The meanings of different risk measure To overcome the limitations of the variance as risk measure, a number of alternative risk measures have been proposed, we have other risk measures

Sharpe: Sharpe ratio is the measure of risk-adjusted return of a financial portfolio. A portfolio with a higher Sharpe ratio is considered superior relative to its peers.

DVR: Deviation risk measure is a function to quantify financial risk (and not necessarily downside risk) in a different method than a general risk measure. Deviation risk measures generalize the concept of standard deviation.

MaxDD: Maximum drawdown is a measure of an asset’s largest price drop from a peak to a trough. Maximum drawdown is considered to be an indicator of downside risk, with large MDDs suggesting that down movements could be volatile. While MDD measures the largest loss, it does not account for the frequency of losses, not the size of any gains.

AvgDD: The average drawdown is the time average of drawdowns that have occurred up to time. A drawdown is how much an investment or trading account is down from the peak before it recovers back to the peak. Drawdowns are a measure of downside volatility. A drawdown and loss aren’t necessarily the same thing. Most traders view a drawdown as a peak-to-trough metric, while losses typically refer to the purchase price relative to the current or exit price.

VaR: Value at Risk is a statistical measure used to assess the level of risk associated with a portfolio or company.

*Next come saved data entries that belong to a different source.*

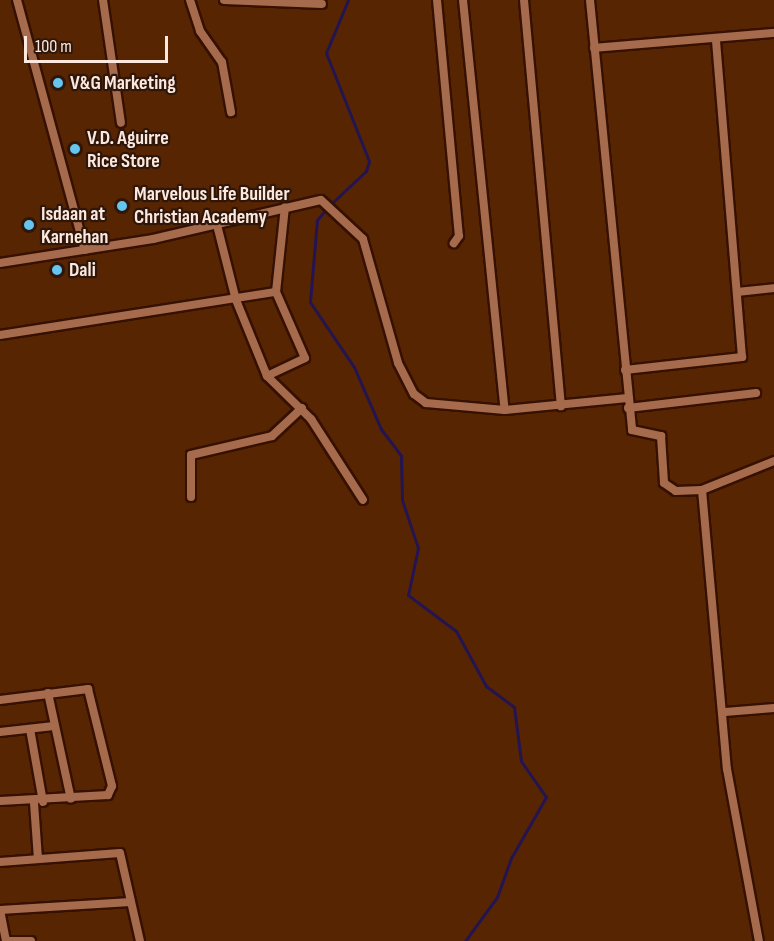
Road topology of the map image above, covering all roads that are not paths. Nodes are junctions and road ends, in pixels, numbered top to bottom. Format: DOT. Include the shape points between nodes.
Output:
graph roads {
  1 [pos="17,0"];
  2 [pos="103,0"];
  3 [pos="190,0"];
  4 [pos="224,0"];
  5 [pos="437,0"];
  6 [pos="463,0"];
  7 [pos="524,0"];
  8 [pos="590,0"];
  9 [pos="322,4"];
  10 [pos="774,33"];
  11 [pos="716,39"];
  12 [pos="594,48"];
  13 [pos="231,112"];
  14 [pos="121,123"];
  15 [pos="285,207"];
  16 [pos="217,225"];
  17 [pos="454,243"];
  18 [pos="85,250"];
  19 [pos="0,263"];
  20 [pos="774,288"];
  21 [pos="276,292"];
  22 [pos="737,292"];
  23 [pos="236,300"];
  24 [pos="0,335"];
  25 [pos="626,370"];
  26 [pos="267,376"];
  27 [pos="756,393"];
  28 [pos="628,403"];
  29 [pos="561,406"];
  30 [pos="302,408"];
  31 [pos="505,410"];
  32 [pos="774,461"];
  33 [pos="702,490"];
  34 [pos="191,497"];
  35 [pos="363,500"];
  36 [pos="48,693"];
  37 [pos="0,700"];
  38 [pos="774,708"];
  39 [pos="725,712"];
  40 [pos="54,726"];
  41 [pos="30,729"];
  42 [pos="0,732"];
  43 [pos="71,799"];
  44 [pos="0,801"];
  45 [pos="39,803"];
  46 [pos="38,859"];
  47 [pos="0,862"];
  48 [pos="131,902"];
  49 [pos="0,910"];
  50 [pos="6,941"];
  51 [pos="31,941"];
  52 [pos="140,941"];
  53 [pos="759,941"];
  1 -- 18 [label="street"];
  2 -- 14 [label="street"];
  3 -- 13 [label="street" via="200,31 222,62"];
  4 -- 9 [label="street"];
  5 -- 17 [label="street" via="459,236"];
  6 -- 31 [label="street"];
  7 -- 29 [label="street"];
  8 -- 12 [label="street"];
  10 -- 11 [label="street"];
  11 -- 12 [label="street"];
  11 -- 22 [label="street"];
  12 -- 25 [label="street"];
  15 -- 16 [label="street"];
  15 -- 21 [label="street"];
  15 -- 31 [label="street" via="308,200 325,202 363,239 398,363 414,394 441,407"];
  16 -- 18 [label="street"];
  16 -- 23 [label="street"];
  18 -- 19 [label="street"];
  20 -- 22 [label="street"];
  21 -- 23 [label="street"];
  21 -- 26 [label="street" via="305,358"];
  22 -- 25 [label="street" via="742,357"];
  23 -- 24 [label="street"];
  23 -- 26 [label="street"];
  25 -- 28 [label="street"];
  26 -- 30 [label="street"];
  27 -- 28 [label="street"];
  28 -- 29 [label="street"];
  28 -- 33 [label="street" via="635,435 661,436 668,488"];
  29 -- 31 [label="street"];
  30 -- 34 [label="street" via="272,436 191,455"];
  30 -- 35 [label="street"];
  32 -- 33 [label="street"];
  33 -- 39 [label="street"];
  36 -- 37 [label="street"];
  36 -- 40 [label="street"];
  36 -- 43 [label="street" via="88,689 105,752 112,792"];
  38 -- 39 [label="street"];
  39 -- 53 [label="street" via="727,769"];
  40 -- 41 [label="street"];
  40 -- 43 [label="street"];
  41 -- 42 [label="street"];
  41 -- 45 [label="street"];
  43 -- 45 [label="street"];
  44 -- 45 [label="street"];
  45 -- 46 [label="street"];
  46 -- 47 [label="street"];
  46 -- 48 [label="street" via="120,854"];
  48 -- 49 [label="street"];
  48 -- 52 [label="street"];
  49 -- 50 [label="street"];
  50 -- 51 [label="street"];
}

The VaR measures the maximum potential loss with a degree of confidence for a specified period.

CVaR: Conditional value at risk is derived from the value at risk for a portfolio or investment.The use of CVaR as opposed to just VaR tends to lead to a more conservative approach in terms of risk exposure.(CVaR) attempts to address the shortcomings of the VaR model, which is a statistical technique used to measure the level of financial risk within a firm or an investment portfolio over a specific time frame.CVaR is the expected loss if that worst-case threshold is ever crossed. CVaR, in other words, quantifies the expected losses that occur beyond the VaR breakpoint.